To figure out work done we use the equation force x distance/time=power. Here is the breakdown of power output below:

Fran done as: 21-15-9 reps of: Thruster @ #95 Pullup

Fran Table 1

Fran done as: 21-15-9 reps of: Thruster @ #115 Pullup

Fran Table 2

Fran done as: 21-15-9 reps of: Thruster @ #75 Pullup

Fran Table 3

If you take a look at the bottom line average power output in the tables above you see Fran at #95 had an average power output of 315 ft. lbs./second. Fran at #115 had an average power output of 253 ft. lbs./second. While Fran done at #75 had an average output of 338 ft. lbs./second. Looking at this data you could look at this two different ways. First off, let's completely get rid of Fran at #115 because you can see the power output is significantly lower than the other two. The argument is to be made using tables 1 and 3. Comparing these two you could argue Greg is better off using #75 because he had a higher power output and this could be true. Here is my opinion whether Greg should do this Rx next time. If he went unbroken and did not stop moving through all those thrusters I would say it's time to move up to the Rx weight. Now, if he went up to the Rx weight and his power output dropped down to the 200's I would now consider taking him down a little more.
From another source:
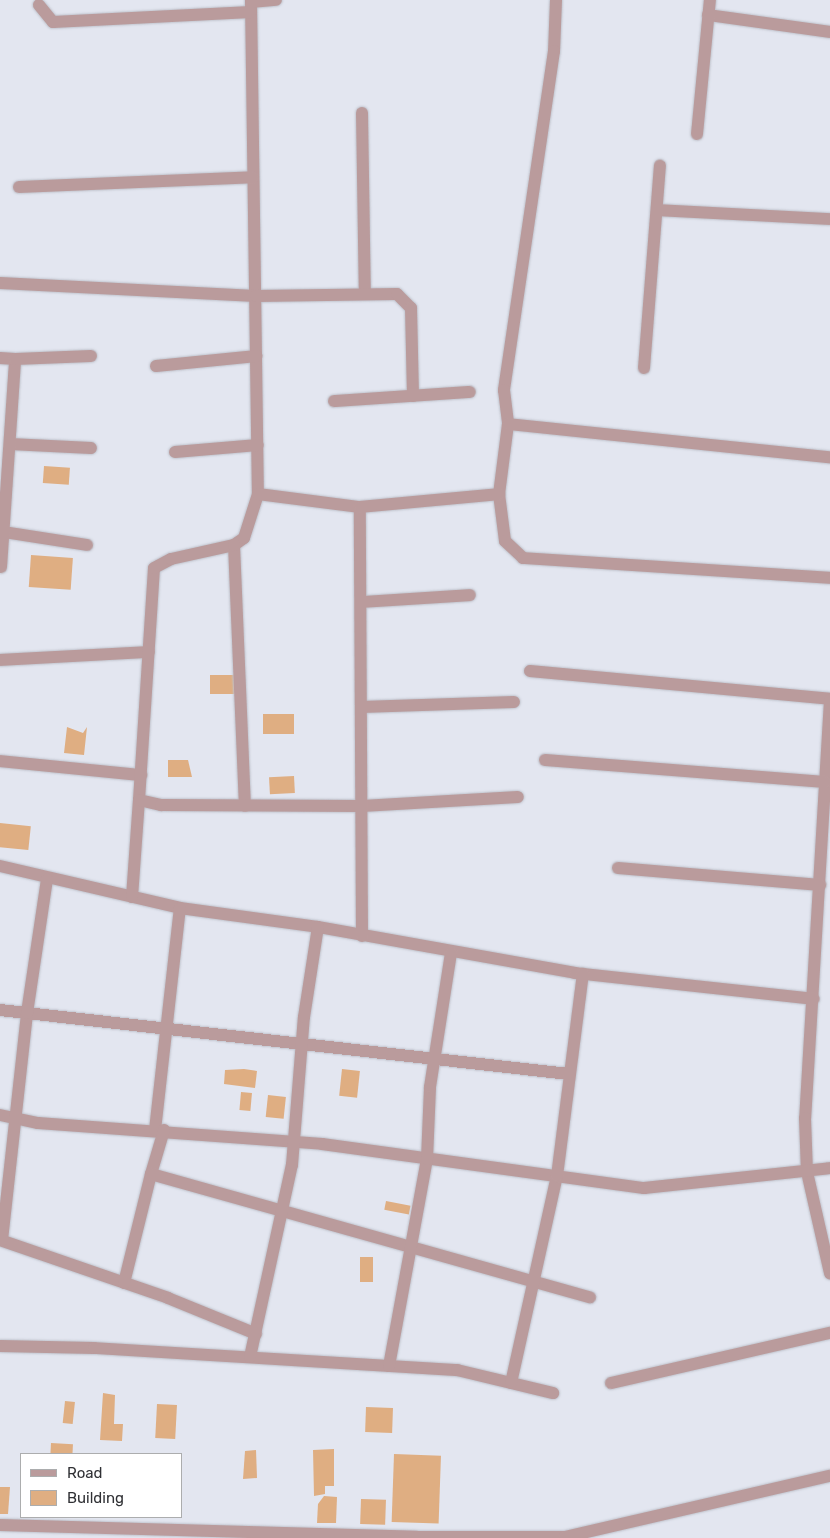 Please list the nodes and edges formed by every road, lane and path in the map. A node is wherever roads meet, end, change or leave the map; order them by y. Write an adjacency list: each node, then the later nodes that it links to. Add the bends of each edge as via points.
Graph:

To wrap this up I would say the main things to consider would be "how much am I staring at my barbell, i.e resting, during the wod?", "am I finishing the workout within the intended stimulous the programmer had in mind for this workout?", and/or "am I going to get fitter from my output I just had in this workout?". You have to be honest with yourself and check your ego at the door. Ask yourself those questions and if you are being honest with yourself you will have the answers you need. Just remember, when you are 80 years old and you are still able to run around on the playground with your great grandchildren does it really matter how many times you were able to write Rx next to your name on the board.